▶ [Task instructions] From the data below, report how many lines contain the word "cairo", giving the number and nothing else.
►
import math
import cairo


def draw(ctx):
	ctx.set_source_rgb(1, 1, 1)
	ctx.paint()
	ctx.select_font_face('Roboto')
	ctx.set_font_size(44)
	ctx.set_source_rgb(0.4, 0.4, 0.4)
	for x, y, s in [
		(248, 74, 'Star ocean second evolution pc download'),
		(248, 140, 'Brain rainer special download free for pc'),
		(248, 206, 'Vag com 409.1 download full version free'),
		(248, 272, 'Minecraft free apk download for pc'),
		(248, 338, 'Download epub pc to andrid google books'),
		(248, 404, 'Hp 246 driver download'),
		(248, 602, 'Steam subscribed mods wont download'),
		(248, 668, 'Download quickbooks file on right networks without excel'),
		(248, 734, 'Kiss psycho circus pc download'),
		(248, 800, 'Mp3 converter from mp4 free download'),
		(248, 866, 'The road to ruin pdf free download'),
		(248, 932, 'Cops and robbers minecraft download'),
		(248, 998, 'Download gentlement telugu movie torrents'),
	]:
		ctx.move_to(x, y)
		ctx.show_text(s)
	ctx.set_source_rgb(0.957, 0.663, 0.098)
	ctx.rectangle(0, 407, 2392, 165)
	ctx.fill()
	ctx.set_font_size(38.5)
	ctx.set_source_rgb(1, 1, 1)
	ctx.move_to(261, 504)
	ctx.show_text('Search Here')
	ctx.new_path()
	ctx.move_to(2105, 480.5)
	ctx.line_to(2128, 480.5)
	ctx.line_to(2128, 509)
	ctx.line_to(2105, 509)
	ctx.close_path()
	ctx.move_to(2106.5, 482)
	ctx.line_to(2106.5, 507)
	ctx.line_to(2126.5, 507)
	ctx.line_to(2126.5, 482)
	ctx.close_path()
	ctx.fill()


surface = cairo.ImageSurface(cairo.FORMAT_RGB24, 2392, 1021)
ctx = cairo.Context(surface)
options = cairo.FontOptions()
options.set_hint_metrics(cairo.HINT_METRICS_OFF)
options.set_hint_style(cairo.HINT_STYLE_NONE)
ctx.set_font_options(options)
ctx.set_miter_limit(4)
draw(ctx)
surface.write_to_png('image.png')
◄
▶ [Completed task] 6